Records for this task:

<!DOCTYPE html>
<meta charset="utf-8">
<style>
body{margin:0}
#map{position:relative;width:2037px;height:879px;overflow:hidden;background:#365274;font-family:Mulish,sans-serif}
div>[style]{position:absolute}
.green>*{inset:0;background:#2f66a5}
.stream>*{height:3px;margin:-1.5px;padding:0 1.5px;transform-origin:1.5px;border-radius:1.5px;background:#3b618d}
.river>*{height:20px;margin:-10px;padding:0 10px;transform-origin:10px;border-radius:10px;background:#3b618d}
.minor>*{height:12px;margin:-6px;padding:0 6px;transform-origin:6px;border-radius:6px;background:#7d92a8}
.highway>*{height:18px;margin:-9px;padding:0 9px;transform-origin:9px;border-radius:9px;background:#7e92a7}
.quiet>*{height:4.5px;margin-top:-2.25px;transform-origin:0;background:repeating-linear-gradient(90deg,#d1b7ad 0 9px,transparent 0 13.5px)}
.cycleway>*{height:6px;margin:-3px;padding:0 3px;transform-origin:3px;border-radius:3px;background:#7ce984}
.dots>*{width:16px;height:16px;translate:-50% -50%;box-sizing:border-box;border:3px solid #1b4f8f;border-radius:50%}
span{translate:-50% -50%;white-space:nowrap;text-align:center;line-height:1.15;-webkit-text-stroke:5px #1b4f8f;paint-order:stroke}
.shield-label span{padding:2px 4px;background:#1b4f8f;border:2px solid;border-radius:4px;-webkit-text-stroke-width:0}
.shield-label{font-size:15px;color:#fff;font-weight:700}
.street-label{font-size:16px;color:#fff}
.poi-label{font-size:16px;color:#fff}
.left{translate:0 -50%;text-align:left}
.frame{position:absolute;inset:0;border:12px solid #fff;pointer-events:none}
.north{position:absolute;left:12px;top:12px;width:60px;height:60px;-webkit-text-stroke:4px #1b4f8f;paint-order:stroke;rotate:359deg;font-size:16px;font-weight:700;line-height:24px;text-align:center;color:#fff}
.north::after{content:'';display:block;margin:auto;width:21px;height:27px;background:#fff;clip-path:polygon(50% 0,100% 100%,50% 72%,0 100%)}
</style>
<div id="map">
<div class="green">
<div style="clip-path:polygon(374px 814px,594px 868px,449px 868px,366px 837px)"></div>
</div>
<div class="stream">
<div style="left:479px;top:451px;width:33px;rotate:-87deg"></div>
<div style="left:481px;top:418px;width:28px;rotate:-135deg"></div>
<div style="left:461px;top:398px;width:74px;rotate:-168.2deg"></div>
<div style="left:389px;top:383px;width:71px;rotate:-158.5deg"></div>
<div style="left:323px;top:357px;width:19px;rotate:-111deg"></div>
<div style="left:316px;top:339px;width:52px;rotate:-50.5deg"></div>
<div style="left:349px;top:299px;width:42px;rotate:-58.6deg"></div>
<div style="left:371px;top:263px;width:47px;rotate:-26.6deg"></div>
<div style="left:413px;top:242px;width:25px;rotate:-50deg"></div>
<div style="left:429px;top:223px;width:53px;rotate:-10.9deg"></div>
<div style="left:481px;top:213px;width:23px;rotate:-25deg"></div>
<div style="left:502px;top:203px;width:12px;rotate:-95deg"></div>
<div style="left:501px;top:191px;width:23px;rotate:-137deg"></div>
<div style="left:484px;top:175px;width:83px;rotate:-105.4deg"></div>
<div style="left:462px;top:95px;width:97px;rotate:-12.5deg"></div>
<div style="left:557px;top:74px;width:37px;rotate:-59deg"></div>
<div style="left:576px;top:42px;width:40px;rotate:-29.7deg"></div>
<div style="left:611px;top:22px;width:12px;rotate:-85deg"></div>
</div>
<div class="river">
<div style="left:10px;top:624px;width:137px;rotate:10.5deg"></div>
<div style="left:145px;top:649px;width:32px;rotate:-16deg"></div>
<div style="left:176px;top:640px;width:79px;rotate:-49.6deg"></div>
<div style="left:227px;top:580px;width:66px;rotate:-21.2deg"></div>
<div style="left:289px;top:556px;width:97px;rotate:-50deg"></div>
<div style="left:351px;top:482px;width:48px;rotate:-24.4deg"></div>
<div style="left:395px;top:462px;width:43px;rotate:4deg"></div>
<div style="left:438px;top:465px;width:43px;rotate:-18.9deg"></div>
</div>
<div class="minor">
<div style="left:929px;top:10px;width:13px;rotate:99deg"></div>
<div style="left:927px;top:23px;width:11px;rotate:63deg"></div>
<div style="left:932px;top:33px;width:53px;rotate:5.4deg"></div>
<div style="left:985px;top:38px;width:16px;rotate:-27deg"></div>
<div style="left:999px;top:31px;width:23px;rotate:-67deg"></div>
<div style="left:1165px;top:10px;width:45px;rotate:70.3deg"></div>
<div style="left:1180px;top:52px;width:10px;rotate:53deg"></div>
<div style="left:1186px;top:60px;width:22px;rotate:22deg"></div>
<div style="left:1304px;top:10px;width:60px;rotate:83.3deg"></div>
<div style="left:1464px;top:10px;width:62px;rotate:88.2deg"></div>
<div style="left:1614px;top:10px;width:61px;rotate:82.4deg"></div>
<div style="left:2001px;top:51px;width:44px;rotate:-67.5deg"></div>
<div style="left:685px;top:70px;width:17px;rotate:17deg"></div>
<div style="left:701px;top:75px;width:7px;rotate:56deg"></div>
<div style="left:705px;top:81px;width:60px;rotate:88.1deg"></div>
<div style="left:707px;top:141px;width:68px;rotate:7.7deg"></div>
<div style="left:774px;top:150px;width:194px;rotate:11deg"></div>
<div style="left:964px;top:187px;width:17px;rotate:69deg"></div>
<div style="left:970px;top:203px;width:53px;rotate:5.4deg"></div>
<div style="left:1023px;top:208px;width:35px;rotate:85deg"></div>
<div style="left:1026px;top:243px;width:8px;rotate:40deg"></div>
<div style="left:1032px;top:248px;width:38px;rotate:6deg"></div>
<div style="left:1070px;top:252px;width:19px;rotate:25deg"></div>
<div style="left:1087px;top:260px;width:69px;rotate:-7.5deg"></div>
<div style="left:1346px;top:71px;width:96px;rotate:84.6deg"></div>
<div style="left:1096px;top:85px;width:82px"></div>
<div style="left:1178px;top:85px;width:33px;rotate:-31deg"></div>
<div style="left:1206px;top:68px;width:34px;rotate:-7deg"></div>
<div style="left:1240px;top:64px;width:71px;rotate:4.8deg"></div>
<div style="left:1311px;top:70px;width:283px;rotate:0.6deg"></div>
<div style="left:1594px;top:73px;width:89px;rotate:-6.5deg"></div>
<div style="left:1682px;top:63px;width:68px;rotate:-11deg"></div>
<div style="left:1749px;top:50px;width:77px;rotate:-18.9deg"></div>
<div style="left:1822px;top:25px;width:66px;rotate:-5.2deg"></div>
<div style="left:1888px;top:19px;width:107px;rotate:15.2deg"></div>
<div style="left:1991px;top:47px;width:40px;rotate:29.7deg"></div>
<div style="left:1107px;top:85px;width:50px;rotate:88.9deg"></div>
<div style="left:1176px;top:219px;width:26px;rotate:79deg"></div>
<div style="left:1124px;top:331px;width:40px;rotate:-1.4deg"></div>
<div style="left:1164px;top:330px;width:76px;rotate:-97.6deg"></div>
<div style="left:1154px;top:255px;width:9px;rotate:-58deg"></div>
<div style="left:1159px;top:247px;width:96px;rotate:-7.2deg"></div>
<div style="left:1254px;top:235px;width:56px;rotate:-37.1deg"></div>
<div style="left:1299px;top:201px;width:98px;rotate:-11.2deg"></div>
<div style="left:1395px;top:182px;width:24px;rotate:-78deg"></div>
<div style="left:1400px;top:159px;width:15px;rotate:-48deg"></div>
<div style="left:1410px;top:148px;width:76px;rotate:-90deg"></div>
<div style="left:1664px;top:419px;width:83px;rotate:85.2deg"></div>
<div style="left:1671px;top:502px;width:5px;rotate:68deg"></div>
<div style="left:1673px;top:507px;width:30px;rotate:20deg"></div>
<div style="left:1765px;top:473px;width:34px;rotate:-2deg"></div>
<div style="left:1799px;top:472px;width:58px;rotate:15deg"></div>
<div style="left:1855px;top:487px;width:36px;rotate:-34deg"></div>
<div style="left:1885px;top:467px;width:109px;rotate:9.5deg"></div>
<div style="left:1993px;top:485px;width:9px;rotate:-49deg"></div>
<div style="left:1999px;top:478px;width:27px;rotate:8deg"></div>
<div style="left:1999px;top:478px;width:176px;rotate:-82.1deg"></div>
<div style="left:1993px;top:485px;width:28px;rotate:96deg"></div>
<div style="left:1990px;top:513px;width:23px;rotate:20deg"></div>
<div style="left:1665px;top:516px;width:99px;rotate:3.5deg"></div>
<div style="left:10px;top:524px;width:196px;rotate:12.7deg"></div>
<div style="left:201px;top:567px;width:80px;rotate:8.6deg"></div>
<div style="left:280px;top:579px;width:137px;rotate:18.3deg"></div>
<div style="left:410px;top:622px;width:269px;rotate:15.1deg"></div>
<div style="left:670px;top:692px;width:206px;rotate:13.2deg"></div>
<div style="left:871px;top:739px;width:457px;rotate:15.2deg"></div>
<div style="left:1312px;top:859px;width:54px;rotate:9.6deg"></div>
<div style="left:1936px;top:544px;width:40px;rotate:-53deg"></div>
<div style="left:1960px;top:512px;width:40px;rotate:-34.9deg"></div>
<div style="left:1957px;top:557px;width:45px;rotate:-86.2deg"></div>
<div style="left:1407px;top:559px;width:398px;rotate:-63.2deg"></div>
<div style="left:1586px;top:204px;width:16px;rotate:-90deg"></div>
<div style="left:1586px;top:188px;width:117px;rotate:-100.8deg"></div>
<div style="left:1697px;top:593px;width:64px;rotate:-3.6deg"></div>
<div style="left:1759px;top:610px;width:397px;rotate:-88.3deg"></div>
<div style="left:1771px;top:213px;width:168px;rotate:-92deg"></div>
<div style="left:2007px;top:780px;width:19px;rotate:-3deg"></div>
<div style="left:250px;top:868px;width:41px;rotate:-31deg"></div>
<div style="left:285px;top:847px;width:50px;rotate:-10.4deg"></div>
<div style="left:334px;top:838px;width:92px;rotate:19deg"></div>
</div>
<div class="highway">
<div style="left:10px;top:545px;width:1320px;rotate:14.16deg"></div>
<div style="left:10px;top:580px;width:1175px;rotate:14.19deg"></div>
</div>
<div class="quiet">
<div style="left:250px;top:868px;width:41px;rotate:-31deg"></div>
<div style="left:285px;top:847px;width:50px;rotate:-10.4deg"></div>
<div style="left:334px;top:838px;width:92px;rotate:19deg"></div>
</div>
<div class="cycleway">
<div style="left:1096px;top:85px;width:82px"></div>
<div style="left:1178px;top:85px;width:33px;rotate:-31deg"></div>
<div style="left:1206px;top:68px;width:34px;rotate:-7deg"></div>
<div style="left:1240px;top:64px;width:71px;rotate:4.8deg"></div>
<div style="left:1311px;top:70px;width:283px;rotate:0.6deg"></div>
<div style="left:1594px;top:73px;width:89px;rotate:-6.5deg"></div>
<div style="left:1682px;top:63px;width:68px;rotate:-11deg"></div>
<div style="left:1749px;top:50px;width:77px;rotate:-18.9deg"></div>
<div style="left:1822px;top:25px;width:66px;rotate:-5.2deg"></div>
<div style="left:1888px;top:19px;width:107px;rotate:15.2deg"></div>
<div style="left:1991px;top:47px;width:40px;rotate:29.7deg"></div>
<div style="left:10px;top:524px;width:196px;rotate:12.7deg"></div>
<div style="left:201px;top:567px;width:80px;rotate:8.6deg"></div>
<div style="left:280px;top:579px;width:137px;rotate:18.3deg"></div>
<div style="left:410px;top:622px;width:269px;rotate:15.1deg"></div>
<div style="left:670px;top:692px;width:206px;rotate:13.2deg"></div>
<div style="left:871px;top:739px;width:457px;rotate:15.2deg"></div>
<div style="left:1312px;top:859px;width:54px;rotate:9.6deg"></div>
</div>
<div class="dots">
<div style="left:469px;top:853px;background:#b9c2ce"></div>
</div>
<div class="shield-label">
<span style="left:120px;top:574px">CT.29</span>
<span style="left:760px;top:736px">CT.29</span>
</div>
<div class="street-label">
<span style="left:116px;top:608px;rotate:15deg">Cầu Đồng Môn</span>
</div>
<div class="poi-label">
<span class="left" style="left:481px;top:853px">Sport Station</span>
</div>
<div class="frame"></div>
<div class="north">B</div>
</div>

Required work: Every line of the material above that includes the string "stream" is required.

Task output:
.stream>*{height:3px;margin:-1.5px;padding:0 1.5px;transform-origin:1.5px;border-radius:1.5px;background:#3b618d}
<div class="stream">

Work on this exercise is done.